Semi;Colon

On Process: Andrew Gregory Krzak

May 6, 2019

Process should be the most important part of any artistic endeavor because creativity needs surprise to thrive. One cannot be surprised if they are too rigid in the creation process. As a result, I believe a writer should leave intentionality and structure and all of that behind until enough sculptural material is generated to truly shape something: It is through editing that the essay or story is truly created. I write across myriad genres and formats, from the personal essay to the script, and I don’t start off by thinking (for example), “Ok, now it’s time to write a radio show.” My process is what ultimately reveals the form a given work will take.

Whenever I write, I start with a fresh legal notepad and two or three number-two pencils, which I keep perfectly sharpened throughout. I don’t give myself any prompts or criteria besides a time limit—usually an hour a day. I’ve never had writer’s block or lacked material, and I attribute this to the lack of constraints. I will generate new material for a week before even typing anything up.

The time of day I write can be as early as 5am or as late as 10pm. I cannot write, or do much of anything, between the hours of 2pm to 4pm—inevitably my sluggish time of day. I like to experiment by writing in different positions or environments. Sometimes I’ll write standing up, but you can also find me laying on my bed. I’m a people watcher, but I can’t work when things are too loud or crowded. But I won’t write or look at screens by the time midnight rolls around because I’m trying to decompress.

Throughout any given day I’ll be recording notes or sentences on my iPhone using the Voice Memos and Bear apps. I also keep a sketchbook and a journal with me, and write in those daily. Once a week I transcribe the audio notes and recopy what I’ve jotted down in my notebooks, sketchpads, or random sheets of paper into my free-writing legal pads.

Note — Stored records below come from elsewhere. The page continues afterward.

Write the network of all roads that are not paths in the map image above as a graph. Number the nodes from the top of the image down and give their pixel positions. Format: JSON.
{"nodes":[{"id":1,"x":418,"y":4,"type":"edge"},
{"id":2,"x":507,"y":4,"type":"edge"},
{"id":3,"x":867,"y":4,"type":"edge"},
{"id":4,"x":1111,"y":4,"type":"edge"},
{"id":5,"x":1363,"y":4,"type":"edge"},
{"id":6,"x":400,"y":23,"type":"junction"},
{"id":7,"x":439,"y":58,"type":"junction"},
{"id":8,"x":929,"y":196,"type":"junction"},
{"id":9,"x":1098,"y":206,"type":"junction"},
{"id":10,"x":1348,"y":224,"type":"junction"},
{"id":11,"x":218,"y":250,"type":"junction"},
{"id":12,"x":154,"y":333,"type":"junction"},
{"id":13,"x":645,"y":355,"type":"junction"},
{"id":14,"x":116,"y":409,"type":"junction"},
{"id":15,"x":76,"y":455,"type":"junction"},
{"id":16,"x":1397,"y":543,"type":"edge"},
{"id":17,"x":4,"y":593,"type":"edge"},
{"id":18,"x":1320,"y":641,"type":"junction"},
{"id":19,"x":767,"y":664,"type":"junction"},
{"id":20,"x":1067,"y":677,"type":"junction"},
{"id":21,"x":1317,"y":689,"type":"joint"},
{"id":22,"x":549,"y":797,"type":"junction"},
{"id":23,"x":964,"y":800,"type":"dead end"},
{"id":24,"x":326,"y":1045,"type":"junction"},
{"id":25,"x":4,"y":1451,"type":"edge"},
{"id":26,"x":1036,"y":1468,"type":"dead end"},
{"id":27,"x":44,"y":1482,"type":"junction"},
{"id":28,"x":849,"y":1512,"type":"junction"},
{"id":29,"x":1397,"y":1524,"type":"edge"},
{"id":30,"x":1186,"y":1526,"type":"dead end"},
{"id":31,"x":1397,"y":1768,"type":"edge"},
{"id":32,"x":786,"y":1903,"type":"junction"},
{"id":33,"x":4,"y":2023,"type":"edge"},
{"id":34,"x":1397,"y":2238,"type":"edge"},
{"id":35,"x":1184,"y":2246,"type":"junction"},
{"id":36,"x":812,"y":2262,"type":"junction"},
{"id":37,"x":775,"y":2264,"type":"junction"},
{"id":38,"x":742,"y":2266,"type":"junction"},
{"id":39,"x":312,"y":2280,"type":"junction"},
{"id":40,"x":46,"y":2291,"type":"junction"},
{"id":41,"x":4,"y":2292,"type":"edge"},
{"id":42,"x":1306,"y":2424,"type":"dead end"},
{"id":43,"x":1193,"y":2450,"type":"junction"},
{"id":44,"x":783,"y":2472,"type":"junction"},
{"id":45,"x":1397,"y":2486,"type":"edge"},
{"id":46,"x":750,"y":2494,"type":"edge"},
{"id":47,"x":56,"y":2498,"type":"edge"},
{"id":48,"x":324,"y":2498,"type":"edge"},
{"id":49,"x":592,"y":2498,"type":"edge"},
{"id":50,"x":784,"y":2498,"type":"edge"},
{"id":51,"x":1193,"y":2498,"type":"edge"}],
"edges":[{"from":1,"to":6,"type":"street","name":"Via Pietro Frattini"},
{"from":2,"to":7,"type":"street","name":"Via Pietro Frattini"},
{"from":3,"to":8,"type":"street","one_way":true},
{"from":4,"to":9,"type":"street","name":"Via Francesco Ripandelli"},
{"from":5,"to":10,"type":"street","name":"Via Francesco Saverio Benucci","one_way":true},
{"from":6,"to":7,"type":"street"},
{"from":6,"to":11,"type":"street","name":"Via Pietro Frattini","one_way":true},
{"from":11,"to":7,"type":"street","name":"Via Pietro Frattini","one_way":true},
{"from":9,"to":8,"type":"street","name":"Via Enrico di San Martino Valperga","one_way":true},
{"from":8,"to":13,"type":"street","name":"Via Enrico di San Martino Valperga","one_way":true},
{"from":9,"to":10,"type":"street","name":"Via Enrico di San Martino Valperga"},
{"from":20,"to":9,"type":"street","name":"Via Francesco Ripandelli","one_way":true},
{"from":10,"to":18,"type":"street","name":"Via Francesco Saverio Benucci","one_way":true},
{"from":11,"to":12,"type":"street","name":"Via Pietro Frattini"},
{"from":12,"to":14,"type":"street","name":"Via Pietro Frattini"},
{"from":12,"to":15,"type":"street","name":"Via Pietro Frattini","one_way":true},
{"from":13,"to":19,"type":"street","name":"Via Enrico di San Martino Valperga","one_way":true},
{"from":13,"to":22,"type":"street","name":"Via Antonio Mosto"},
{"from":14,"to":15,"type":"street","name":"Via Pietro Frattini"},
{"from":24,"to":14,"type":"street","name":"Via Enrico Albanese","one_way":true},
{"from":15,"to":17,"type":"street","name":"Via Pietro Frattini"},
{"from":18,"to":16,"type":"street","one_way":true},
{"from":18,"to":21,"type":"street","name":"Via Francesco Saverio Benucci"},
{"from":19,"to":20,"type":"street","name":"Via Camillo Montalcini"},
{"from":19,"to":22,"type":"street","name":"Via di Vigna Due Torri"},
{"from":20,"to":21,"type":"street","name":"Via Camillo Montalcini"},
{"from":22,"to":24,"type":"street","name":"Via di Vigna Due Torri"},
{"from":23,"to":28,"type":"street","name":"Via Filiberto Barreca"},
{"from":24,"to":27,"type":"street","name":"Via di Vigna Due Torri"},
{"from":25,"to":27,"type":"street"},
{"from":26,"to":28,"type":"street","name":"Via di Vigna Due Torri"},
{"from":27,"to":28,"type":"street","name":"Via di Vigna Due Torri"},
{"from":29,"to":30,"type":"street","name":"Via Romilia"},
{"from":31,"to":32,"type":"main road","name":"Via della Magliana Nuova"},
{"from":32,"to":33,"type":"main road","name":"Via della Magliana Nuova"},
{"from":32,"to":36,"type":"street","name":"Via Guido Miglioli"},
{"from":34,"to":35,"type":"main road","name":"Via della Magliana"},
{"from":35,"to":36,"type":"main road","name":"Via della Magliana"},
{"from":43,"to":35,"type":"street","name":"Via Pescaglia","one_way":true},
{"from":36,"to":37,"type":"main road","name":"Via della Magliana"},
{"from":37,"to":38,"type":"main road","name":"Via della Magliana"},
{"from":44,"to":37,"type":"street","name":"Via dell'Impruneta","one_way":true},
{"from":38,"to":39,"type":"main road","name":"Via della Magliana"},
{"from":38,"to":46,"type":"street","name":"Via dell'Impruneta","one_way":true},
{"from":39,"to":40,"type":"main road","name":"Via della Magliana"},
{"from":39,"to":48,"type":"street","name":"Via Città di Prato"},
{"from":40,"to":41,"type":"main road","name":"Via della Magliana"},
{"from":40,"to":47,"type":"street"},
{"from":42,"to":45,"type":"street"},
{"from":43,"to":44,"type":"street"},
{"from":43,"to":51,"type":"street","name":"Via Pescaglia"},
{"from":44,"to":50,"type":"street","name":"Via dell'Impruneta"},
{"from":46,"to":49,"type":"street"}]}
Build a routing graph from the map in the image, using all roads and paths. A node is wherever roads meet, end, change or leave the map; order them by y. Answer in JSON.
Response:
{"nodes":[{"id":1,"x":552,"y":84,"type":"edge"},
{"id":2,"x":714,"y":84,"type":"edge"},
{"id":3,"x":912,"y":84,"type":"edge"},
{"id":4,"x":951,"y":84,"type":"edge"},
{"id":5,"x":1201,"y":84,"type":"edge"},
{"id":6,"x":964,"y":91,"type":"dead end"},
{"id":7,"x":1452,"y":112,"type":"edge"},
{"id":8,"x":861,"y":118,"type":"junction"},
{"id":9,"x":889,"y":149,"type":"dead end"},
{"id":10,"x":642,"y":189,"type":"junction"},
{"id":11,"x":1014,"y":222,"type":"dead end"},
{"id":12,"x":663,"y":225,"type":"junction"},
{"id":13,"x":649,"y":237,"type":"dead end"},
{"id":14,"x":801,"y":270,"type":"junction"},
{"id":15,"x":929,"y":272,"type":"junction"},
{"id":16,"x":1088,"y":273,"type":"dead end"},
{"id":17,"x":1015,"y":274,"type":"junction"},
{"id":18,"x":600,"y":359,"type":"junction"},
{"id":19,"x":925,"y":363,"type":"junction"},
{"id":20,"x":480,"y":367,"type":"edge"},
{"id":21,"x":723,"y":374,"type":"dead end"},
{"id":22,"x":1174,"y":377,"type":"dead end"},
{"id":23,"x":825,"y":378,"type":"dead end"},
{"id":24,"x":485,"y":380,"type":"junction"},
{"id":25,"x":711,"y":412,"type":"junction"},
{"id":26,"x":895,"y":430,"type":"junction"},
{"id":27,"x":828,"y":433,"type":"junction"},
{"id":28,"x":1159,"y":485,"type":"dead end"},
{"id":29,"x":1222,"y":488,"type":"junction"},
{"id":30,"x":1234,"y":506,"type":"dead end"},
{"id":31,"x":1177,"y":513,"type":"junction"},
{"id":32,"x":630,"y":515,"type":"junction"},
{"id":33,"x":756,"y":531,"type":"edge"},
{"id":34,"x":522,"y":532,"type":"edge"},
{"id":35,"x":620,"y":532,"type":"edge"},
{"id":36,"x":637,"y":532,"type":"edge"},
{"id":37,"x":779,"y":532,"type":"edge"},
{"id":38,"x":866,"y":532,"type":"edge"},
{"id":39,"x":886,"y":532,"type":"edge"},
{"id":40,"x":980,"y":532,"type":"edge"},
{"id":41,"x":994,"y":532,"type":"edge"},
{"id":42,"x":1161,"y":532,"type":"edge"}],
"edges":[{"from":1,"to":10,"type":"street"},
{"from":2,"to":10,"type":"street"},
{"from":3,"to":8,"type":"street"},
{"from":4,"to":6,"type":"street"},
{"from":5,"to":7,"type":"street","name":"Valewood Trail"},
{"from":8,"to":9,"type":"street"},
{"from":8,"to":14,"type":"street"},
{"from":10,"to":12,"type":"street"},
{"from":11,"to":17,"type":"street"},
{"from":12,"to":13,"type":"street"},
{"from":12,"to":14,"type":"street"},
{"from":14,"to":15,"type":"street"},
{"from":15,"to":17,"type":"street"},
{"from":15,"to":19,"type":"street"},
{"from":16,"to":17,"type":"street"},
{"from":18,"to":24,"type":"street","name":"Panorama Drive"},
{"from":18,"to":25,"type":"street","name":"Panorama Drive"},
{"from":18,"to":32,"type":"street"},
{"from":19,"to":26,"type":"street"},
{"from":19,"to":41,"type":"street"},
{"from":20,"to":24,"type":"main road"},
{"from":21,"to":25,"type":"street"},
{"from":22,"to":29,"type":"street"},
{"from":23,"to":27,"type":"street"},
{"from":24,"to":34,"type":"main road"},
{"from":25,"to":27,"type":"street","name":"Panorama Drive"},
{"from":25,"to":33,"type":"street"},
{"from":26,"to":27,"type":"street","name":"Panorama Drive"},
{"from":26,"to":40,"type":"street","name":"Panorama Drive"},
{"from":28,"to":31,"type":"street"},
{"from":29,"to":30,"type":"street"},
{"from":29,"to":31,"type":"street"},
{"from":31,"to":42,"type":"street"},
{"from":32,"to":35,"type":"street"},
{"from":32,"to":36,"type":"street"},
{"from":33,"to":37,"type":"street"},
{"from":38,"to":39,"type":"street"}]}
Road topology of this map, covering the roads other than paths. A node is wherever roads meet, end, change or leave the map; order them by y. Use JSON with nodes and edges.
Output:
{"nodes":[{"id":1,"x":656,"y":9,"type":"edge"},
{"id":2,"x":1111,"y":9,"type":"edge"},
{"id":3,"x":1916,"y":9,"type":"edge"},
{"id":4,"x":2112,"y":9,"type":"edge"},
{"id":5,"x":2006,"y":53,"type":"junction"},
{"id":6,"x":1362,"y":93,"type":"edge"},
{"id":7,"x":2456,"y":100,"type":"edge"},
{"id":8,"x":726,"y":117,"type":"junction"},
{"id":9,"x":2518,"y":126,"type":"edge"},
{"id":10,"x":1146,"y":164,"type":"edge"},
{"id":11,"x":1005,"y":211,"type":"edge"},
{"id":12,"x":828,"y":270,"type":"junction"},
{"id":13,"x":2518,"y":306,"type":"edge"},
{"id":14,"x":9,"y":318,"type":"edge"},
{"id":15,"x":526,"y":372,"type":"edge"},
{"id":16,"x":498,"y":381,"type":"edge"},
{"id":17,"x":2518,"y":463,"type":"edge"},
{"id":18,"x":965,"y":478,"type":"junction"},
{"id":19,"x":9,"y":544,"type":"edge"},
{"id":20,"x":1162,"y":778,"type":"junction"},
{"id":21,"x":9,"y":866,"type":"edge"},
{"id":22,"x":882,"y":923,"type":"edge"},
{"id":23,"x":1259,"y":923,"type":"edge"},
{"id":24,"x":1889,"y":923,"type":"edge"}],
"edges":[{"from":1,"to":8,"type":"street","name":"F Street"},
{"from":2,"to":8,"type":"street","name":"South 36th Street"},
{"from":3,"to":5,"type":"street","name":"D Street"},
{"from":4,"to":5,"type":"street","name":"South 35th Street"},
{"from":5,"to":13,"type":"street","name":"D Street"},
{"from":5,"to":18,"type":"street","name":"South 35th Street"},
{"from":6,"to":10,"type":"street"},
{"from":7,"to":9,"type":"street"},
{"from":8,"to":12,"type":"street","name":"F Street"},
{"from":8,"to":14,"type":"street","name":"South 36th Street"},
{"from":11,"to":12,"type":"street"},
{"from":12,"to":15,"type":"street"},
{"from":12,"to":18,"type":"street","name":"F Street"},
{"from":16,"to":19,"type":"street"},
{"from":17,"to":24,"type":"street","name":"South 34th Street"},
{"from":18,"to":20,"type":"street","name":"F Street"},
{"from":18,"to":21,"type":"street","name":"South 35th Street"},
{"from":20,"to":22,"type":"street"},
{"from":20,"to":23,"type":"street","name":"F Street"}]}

About twice a month I will type up everything I’ve written. This pattern isn’t arbitrary; it’s when I’ve accumulated enough raw material and realize that to write any more I’d become overwhelmed with all the material. When I type up my work, it’s not in a standard way. I’ll set my Word document to landscape, create columns, and change the font. In this way, material I am already slightly familiar with becomes new again. This is a technique I learned from my thesis advisor at Columbia College’s MFA program, Dr. Jenny Boully.

As I type everything up, I do slight edits—clear up random thoughts into sentences and discard anything truly bad–half-formed thoughts or obvious clichés come to mind. Finally, I’ll place this document beside a blank document with a standard layout and font, and retype it.

Utilizing this process, I can come up with drafts for two or three pieces concurrently. I also become aware of thematic concerns or recurring references to people or places—all the things that have preoccupied my mind in the preceding weeks. If all these concerns can be stitched together into one longer draft, fine. If not, they can each be shorter discrete drafts.

Only after this am I able to truly start editing and crafting the material into a draft. Editing, for me, is a drastic process. It is about radical, even violent, revision. I end up killing some seventy-percent of my darlings by determining what material is doing no work. But this is fine because as one of my mentors, Aleksandar Hemon, is fond of saying, “That stuff isn’t writing; it’s typing.”

Only after all this do I have a working draft, and that brings me to a point where most other people seem to start from! It’s what works for me, though, and spending so much time on process truly gives me the foundation I need. Any writer one speaks with is bound to have a different methodology, but it’s important to try many different one out to find the right fit. Figuring out what has become my process took a good two years of math – adding and subtracting elements I experimented with along the way. I wish you the best in discovering your process!


Andrew Gregory Krzak is a Nonfiction MFA candidate at Columbia College Chicago. He is the producer of The Don’t Call Me Sweetheart! Show on WLPN, 105.5fm, Chicago. In addition to writing, he is fond of directing plays, illustrating magazine covers and children’s books, and playing accordion.